Андрей подумал, подумал и сказал:
— А пригодится… Вырасту — посмотрю на рисунок и все-все вспомню. А когда все вспомню, большую картину рисовать буду. — Шмыгнув носом, добавил: — Маслом…
— Зачем тебе про войну вспоминать, когда вырастешь? Что в ней хорошего? — продолжал спрашивать мичман.
— Да чего уж хорошего!.. Совсем ничего нет. А может быть, мой папа с моим братом в такой бомбежке погибли. Не пишут уже больше года. В морской пехоте они. И тогда я пририсую их в тельняшках и с автоматами, и немцев драпающих тоже пририсую.
— Да, может быть, они вернутся целыми и невредимыми, а ты: «погибли».
— Нет, так не может быть. Максим, брат мой, боксом дрался лучше всех в городе, смелый. А папа, он командир. А на войне кто впереди, того быстрей и ухлопают. Папа ведь мой на второй день войны ушел воевать.
…О чем сейчас думает Федор Сергеевич? Он так внимательно слушает мальчика, ритмично постукивая по краю стола безымянным пальцем с обручальным кольцом.
Как он решит судьбу Андрея? И как ее можно решить, когда кругом вода? А парнишка стоит, чуть скосолапившись. Рубашонка на нем не первой свежести — ковбойка с протертым воротничком и совсем, совсем не новые сандалии.
— Так, значит, по затылку ты получил за то, что ничего не принес домой с вокзала?
— Ага. Она как толкнет меня: «Иди вон, непутевый дармоед!» Я ушел, и она даже не стала искать меня по дворам.
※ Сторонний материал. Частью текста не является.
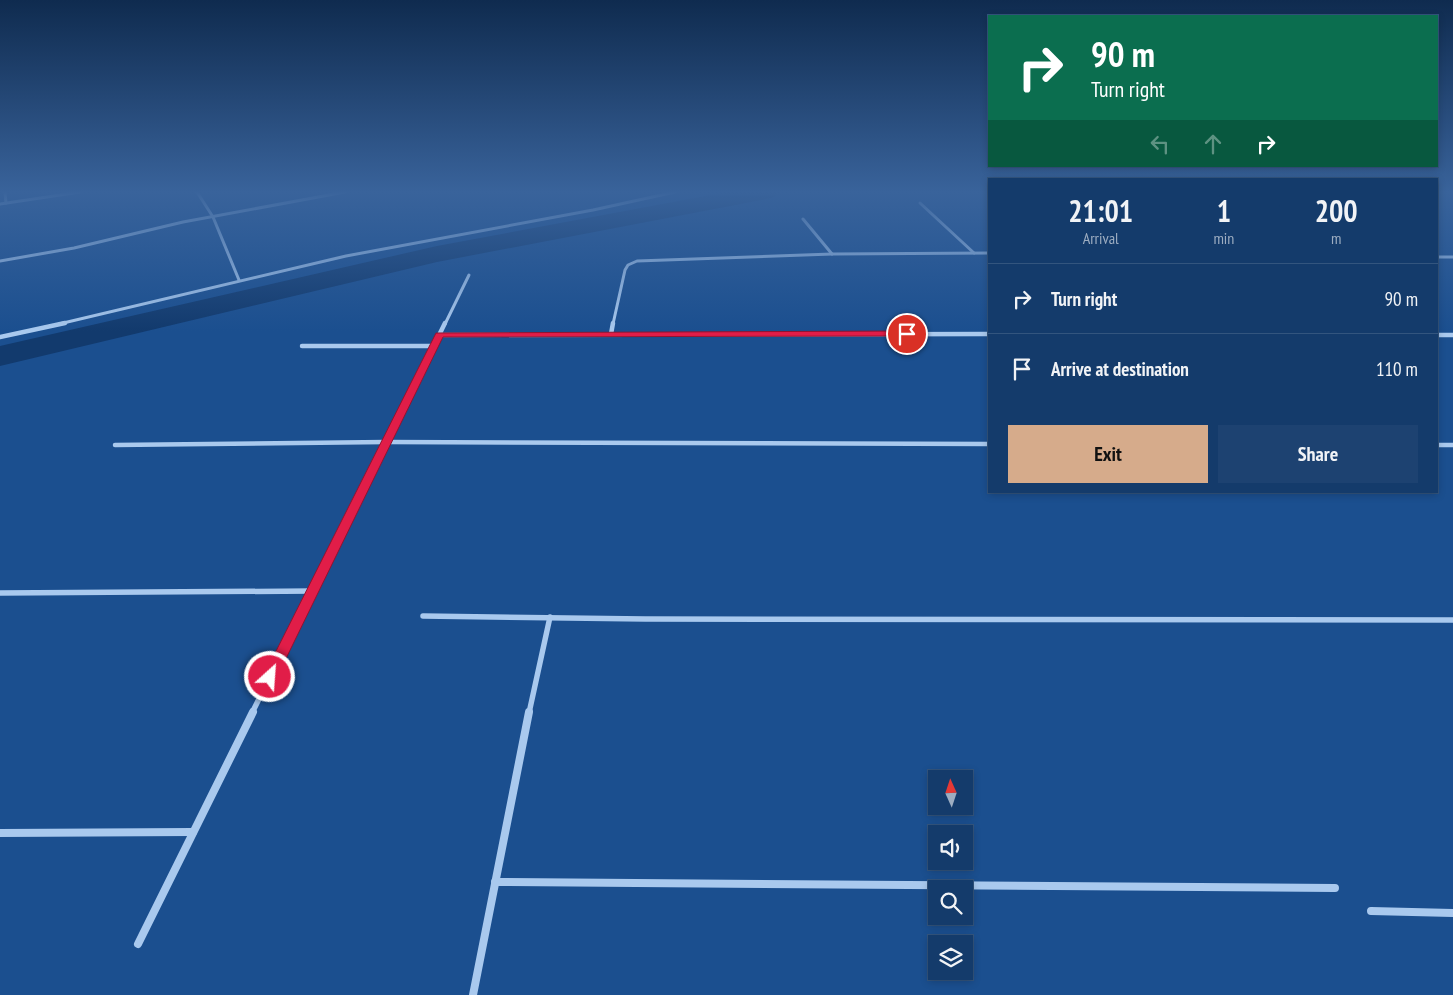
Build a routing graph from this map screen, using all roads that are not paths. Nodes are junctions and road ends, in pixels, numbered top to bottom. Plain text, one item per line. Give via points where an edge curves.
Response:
1 (114, 238) edge
2 (223, 238) edge
3 (430, 238) edge
4 (820, 238) edge
5 (958, 238) edge
6 (974, 253) junction
7 (988, 253) edge
8 (832, 254) junction
9 (1438, 257) edge
10 (1453, 257) edge
11 (0, 261) edge
12 (469, 275) dead end
13 (239, 280) junction
14 (611, 334) junction
15 (988, 334) edge
16 (440, 335) junction
17 (1438, 335) edge
18 (1453, 335) edge
19 (0, 337) edge
20 (302, 346) dead end
21 (434, 346) junction
22 (386, 442) junction
23 (988, 444) edge
24 (115, 445) dead end
25 (1438, 445) edge
26 (1453, 445) edge
27 (313, 591) junction
28 (0, 593) edge
29 (423, 616) dead end
30 (550, 617) junction
31 (1453, 620) edge
32 (193, 832) junction
33 (0, 833) edge
34 (495, 882) junction
35 (1335, 888) dead end
36 (1371, 911) dead end
37 (1453, 912) edge
38 (138, 944) dead end
39 (473, 995) edge

1 - 11 street
2 - 13 street
3 - 13 street
4 - 8 street
5 - 6 street
6 - 7 street
6 - 8 street
8 - 14 street via 637,261 628,265 626,270
9 - 10 street
12 - 16 street
13 - 19 street
14 - 15 street
14 - 16 street
16 - 21 street
17 - 18 street
20 - 21 street
21 - 22 street
22 - 23 street
22 - 24 street
22 - 27 street
25 - 26 street
27 - 28 street
27 - 32 street
29 - 30 street
30 - 31 street
30 - 34 street
32 - 33 street
32 - 38 street
34 - 35 street
34 - 39 street
36 - 37 street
Я сам вернулся. Она дала борща поесть и говорит: «Ешь, ешь, сынок. Не сердись на меня». Я не жалуюсь на нее. Я… это чтобы вы не думали, что она очень убиваться станет. Без меня ей еще легче будет. Я и паек свой оставил, когда ушел, и записку написал, под хлеб положил.
— Что же ты написал в записке? — спросил Федор Сергеевич.